If governments do start spending the ’free money’ that the Central banks have served up the implications for investment strategy over the next 10 years are quite profound. Fiscal spending channels money from the financial economy into the real economy via investment in infrastructure and expansion of government services or subsidies. While interest rates will have a natural tendency to rise in these conditions, the bond repurchases by the Central banks should be executed effectively enough to keep them below the growth rate of GDP and prevent the accumulation of even more debt. In other words, financial repression will continue as far as savers are concerned and equities will be one of the better ways to preserve the real value of wealth.

The ‘free money’ environment is a more powerful concept for those countries where the original financing was expensive compared to today’s rates. In Italy, for example, rolling over current BTPs (Italian government bonds) at a refinance rate of 1% (current 10-year rates are 0.83%) for the next five years would superficially ’save’ the Italian government the equivalent of 5% of GDP or around €100 billion. Potentially this could be spent productively on something other than interest cost.
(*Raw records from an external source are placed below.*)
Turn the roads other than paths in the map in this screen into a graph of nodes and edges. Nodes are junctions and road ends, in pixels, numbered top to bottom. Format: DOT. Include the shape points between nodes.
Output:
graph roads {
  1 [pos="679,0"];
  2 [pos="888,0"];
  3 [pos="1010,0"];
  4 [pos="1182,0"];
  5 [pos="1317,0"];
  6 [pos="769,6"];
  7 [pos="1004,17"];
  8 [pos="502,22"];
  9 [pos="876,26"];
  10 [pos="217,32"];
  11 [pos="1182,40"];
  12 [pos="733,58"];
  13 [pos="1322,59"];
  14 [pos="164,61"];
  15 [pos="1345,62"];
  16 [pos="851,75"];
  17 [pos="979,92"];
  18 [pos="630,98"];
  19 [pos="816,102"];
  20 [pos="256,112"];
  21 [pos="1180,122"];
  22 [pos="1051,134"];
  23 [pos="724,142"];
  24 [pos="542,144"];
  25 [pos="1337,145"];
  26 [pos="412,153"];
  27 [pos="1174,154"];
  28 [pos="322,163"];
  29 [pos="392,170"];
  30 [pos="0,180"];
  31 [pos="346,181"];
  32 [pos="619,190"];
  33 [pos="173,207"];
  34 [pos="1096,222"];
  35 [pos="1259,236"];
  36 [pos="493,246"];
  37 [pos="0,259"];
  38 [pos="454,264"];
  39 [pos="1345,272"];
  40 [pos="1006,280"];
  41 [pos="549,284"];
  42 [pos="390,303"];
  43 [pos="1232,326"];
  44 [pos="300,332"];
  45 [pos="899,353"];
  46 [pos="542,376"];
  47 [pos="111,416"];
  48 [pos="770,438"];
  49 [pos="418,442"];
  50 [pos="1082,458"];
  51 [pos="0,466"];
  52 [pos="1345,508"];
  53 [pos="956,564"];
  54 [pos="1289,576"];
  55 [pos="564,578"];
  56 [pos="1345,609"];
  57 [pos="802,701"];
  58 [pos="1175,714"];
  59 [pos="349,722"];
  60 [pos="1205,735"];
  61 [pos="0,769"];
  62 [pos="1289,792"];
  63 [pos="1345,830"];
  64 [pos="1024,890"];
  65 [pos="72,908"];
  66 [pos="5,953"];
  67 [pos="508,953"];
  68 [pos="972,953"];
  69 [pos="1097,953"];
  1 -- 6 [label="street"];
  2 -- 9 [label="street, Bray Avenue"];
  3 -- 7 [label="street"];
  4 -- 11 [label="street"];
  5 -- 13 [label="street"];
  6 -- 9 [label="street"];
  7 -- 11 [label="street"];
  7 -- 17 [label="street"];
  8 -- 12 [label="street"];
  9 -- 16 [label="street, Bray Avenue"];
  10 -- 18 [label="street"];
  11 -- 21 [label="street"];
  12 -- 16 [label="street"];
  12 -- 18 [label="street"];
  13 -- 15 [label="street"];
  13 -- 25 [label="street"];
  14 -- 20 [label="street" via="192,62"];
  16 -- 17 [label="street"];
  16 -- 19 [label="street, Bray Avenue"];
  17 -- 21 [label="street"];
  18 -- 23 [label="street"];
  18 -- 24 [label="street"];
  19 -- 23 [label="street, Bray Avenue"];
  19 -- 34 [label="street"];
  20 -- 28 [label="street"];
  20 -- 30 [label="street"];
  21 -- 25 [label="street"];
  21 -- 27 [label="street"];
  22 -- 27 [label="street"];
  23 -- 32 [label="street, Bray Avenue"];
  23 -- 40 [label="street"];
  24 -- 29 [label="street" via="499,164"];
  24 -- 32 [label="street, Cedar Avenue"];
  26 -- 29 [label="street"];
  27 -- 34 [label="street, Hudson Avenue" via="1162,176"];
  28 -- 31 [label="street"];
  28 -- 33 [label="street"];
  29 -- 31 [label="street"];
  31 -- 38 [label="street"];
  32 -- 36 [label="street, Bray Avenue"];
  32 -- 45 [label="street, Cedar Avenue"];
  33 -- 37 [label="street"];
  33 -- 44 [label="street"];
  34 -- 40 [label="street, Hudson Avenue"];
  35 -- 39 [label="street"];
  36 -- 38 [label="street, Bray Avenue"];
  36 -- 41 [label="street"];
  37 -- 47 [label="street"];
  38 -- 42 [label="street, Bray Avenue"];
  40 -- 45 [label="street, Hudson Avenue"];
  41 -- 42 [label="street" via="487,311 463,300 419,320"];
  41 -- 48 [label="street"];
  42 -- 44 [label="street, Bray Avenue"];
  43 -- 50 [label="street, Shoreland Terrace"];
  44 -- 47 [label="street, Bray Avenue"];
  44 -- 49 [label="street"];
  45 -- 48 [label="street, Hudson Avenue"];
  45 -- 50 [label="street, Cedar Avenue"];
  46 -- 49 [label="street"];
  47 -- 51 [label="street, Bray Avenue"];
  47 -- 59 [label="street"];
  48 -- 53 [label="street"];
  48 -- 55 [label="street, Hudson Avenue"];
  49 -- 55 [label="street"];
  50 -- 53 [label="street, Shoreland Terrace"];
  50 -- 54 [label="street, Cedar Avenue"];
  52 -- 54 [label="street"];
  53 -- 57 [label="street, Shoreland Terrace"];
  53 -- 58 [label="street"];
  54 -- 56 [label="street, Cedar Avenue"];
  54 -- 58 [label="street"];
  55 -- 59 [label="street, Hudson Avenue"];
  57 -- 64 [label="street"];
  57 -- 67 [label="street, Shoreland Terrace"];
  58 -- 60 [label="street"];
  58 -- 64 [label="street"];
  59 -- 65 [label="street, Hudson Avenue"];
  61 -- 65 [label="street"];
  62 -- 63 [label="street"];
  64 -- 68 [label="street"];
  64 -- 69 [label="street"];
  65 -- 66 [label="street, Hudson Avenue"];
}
This €100 billion estimate also purposefully ignores a boost from the fiscal multiplier, which in Italy is estimated at 1.25x and I do this for two reasons – i) the multiplier is virtually impossible to predict and ii) the European Commission takes a bleaker view of the multiplier and is likely to push back against optimistic assumptions in terms of budget allowances. Nonetheless, the benefits of refinancing could be quite significant for the Italian economy, and any country rolling over more expensive short-term debt, over the next decade.

In the UK, the current Government’s fiscal plans suggest a positive fiscal impulse of about 0.4% of GDP per year to boost the economy. However, this is remarkably similar to the estimated 0.5% negative impact per year of a hard Brexit.

What this means for our investment strategy

While there is very little evidence of a tangible shift from monetary to fiscal stimulus, it would appear to be the only remaining option and we are reviewing our investment strategy accordingly. In the meantime, we have a little more cash than usual in portfolios, looking for a hint of clarity on the prospects for investment and opportunistic entry points. These opportunities may be in the form of the UK equity market (which still looks compelling value to us, but momentum is missing thanks to political uncertainty) or potentially emerging markets equity. The latter are cheap relative to the rest of the world but are likely to stay cheap for now given the strength of the US dollar and the lack of a trade deal.